** Opening Provided data block **

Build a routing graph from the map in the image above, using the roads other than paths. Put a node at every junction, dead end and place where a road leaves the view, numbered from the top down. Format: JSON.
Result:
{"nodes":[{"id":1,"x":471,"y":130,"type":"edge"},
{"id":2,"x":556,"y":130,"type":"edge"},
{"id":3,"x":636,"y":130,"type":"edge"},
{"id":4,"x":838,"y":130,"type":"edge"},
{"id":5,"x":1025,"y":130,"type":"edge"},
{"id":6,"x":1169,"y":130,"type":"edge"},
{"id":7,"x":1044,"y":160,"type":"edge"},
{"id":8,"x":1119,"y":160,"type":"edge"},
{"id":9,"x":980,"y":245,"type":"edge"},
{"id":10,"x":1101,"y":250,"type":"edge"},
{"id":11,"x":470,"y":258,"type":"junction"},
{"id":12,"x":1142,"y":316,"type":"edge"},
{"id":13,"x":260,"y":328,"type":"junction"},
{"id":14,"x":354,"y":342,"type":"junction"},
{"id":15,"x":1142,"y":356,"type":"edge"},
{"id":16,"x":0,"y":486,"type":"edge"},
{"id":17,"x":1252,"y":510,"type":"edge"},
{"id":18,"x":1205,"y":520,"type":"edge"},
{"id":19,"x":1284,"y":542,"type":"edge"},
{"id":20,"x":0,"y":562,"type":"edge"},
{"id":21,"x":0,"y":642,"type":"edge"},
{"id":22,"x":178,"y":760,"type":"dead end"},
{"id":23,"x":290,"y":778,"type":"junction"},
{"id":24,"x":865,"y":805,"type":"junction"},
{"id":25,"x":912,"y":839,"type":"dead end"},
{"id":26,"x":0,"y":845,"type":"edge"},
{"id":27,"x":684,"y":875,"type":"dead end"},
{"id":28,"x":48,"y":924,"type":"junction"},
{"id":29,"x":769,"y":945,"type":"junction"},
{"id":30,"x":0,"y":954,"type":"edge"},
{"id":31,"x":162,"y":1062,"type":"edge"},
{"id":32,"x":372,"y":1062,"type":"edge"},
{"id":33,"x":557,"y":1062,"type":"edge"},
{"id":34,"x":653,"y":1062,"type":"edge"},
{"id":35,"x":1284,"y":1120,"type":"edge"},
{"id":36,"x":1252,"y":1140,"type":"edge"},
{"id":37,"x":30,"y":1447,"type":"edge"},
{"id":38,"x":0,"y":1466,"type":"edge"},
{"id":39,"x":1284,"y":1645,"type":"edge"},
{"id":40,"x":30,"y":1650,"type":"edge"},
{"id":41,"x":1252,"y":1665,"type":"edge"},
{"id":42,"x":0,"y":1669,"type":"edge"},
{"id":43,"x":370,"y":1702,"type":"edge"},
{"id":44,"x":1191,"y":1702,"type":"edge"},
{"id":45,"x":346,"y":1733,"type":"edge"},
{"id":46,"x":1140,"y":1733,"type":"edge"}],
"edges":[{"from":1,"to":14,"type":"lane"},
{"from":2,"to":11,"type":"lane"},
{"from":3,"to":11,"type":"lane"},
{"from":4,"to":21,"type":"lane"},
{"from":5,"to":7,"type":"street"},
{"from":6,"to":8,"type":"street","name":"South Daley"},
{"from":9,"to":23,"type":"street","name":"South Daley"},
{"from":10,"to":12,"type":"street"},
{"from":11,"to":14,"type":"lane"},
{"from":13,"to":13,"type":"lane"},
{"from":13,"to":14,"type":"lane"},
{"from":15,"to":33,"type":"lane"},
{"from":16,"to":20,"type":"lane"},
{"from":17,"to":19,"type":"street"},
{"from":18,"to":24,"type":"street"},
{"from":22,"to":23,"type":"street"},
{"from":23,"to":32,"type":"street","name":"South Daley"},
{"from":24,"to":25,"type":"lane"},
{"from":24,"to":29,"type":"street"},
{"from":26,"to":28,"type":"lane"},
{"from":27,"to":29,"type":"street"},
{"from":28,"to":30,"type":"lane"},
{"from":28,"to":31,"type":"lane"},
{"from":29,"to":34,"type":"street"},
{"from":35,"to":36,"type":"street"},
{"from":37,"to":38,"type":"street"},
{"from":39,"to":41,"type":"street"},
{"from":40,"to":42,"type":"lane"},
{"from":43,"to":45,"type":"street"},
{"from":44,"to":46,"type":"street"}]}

** Closing Provided data block **
** Opening Provided data block **

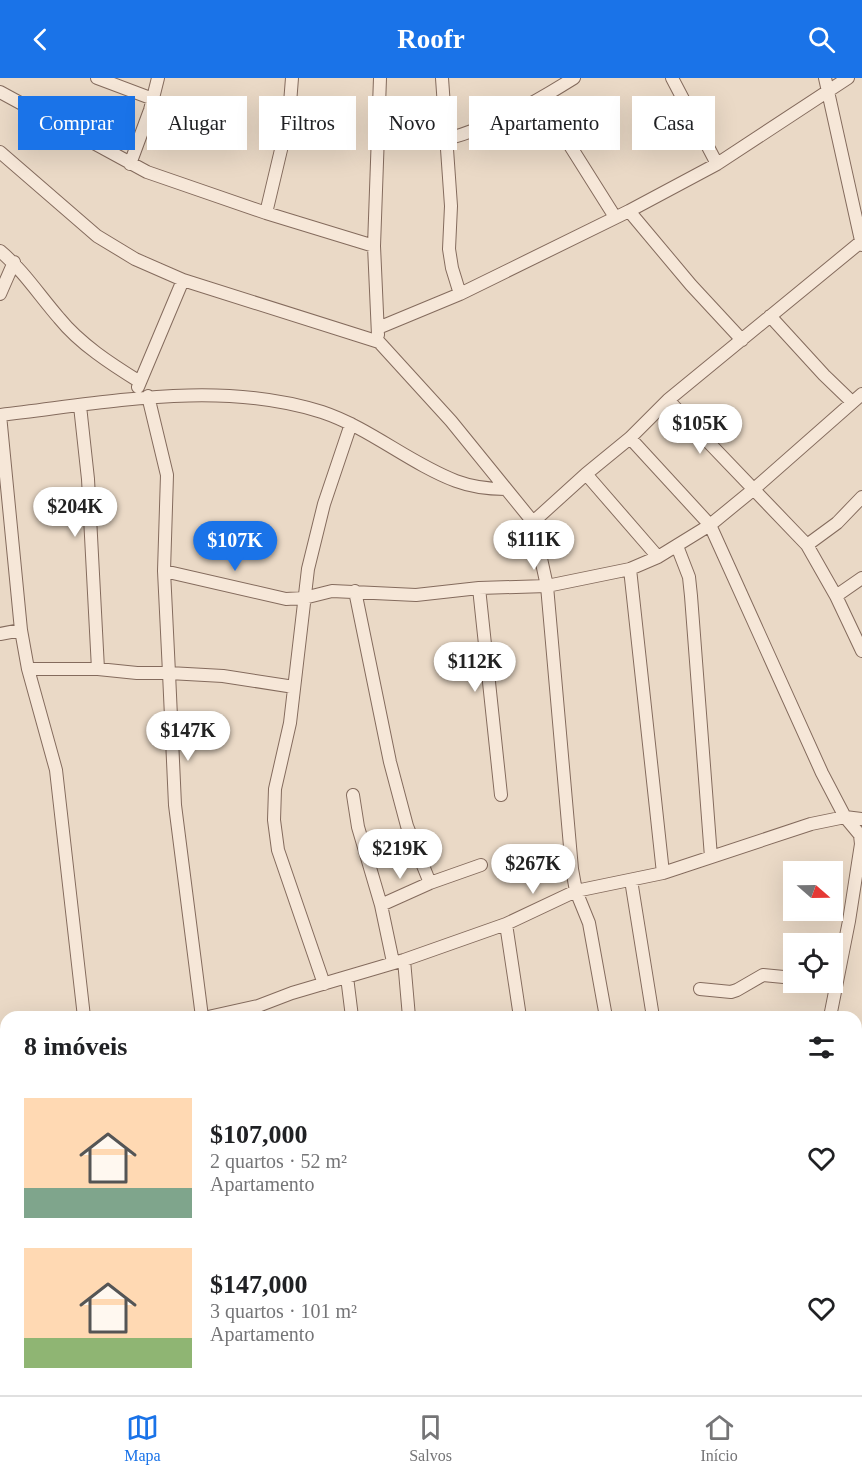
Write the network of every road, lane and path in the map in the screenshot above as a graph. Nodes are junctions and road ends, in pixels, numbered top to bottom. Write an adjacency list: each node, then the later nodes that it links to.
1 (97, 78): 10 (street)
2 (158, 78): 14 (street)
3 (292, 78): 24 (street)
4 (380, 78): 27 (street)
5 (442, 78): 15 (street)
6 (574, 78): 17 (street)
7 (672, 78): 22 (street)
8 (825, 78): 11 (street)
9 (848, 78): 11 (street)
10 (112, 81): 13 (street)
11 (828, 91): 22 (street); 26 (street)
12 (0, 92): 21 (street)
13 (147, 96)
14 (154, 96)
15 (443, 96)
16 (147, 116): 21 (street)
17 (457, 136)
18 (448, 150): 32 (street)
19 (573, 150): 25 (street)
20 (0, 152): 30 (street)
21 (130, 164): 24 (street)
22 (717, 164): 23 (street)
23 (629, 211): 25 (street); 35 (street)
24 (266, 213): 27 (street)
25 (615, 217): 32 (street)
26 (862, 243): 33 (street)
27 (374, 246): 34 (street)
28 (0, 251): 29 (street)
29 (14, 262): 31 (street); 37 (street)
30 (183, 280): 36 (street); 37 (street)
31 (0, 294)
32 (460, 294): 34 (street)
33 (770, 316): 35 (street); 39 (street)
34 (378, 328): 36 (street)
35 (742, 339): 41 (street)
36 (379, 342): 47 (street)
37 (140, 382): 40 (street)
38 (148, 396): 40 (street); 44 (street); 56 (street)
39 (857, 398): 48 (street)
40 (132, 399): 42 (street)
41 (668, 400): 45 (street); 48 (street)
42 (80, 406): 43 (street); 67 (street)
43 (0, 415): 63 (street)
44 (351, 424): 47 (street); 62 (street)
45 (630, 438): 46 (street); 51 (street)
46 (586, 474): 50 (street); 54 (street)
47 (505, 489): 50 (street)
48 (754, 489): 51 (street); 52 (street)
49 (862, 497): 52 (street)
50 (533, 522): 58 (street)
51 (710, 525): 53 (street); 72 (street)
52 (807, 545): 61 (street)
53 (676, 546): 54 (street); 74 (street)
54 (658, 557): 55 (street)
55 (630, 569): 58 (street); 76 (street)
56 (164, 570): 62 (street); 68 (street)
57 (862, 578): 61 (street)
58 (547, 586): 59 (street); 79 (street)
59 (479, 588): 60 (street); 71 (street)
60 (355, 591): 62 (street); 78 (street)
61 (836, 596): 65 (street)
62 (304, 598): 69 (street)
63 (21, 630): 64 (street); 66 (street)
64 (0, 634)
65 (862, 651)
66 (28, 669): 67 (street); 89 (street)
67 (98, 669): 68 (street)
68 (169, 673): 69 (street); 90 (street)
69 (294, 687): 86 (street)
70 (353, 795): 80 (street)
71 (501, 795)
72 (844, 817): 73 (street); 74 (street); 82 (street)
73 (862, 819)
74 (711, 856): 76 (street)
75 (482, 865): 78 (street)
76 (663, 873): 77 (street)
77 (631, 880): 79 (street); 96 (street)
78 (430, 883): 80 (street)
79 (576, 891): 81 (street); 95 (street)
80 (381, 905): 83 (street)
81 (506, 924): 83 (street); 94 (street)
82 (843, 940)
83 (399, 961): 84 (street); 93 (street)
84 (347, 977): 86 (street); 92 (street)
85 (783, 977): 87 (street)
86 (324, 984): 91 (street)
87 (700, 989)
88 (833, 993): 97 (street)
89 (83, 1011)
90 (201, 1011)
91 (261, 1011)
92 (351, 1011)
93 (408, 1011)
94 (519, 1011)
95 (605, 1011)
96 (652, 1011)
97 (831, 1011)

** Closing Provided data block **
** Opening Provided data block **

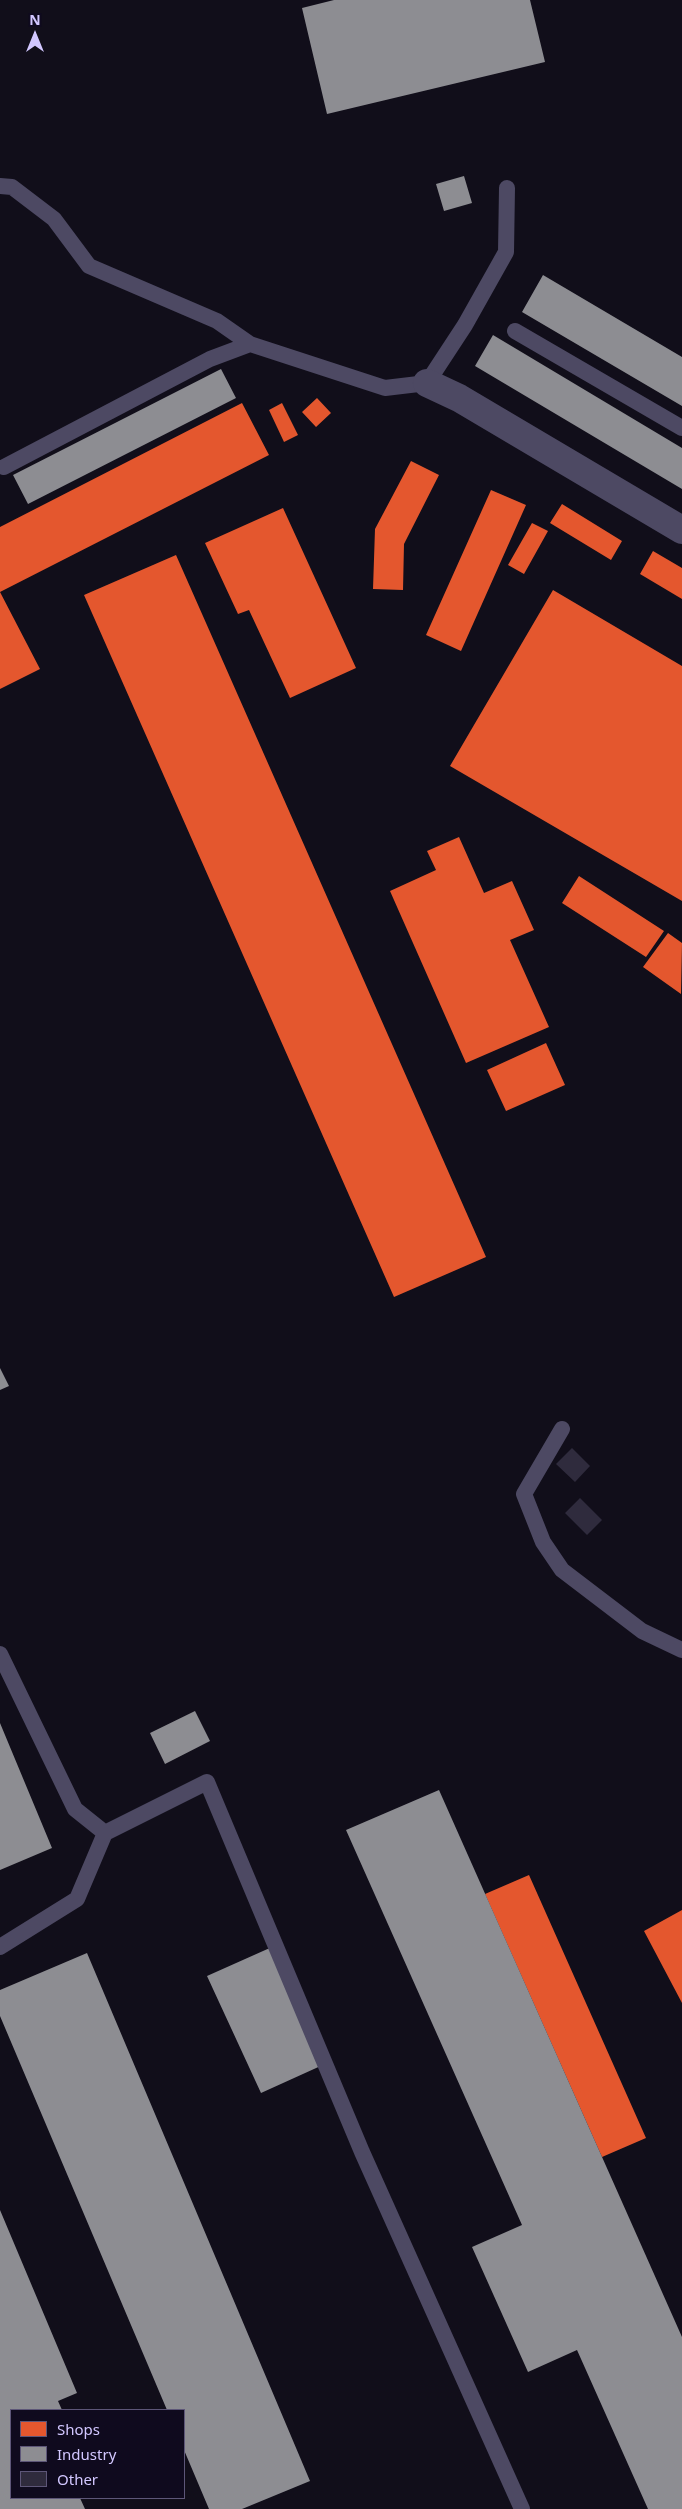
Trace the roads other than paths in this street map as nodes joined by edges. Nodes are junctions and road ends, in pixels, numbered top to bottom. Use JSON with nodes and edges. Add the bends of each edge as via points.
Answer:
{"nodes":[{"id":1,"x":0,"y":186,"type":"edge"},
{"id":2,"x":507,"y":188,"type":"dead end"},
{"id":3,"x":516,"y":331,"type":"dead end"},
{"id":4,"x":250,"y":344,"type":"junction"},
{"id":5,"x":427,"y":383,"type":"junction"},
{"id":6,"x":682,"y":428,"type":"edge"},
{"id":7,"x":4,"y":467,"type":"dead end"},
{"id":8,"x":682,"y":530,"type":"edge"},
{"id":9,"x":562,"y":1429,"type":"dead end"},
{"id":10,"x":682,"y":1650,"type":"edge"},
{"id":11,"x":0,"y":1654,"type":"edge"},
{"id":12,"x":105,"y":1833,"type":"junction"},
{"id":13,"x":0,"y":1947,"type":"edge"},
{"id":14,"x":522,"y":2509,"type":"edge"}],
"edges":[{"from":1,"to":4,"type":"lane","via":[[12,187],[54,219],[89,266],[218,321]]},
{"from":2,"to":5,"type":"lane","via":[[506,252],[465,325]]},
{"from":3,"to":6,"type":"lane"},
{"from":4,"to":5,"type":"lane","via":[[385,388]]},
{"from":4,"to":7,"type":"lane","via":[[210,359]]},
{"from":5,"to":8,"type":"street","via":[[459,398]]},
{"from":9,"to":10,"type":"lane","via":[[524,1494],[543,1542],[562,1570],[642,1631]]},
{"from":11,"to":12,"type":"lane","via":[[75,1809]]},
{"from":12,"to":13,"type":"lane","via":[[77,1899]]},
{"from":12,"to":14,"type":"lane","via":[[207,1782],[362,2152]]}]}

** Closing Provided data block **

- Your goal
Please find every line in the records above that holds the word "other" and copy it.

- Response to the exercise
Build a routing graph from the map in the image above, using the roads other than paths. Put a node at every junction, dead end and place where a road leaves the view, numbered from the top down. Format: JSON.
Trace the roads other than paths in this street map as nodes joined by edges. Nodes are junctions and road ends, in pixels, numbered top to bottom. Use JSON with nodes and edges. Add the bends of each edge as via points.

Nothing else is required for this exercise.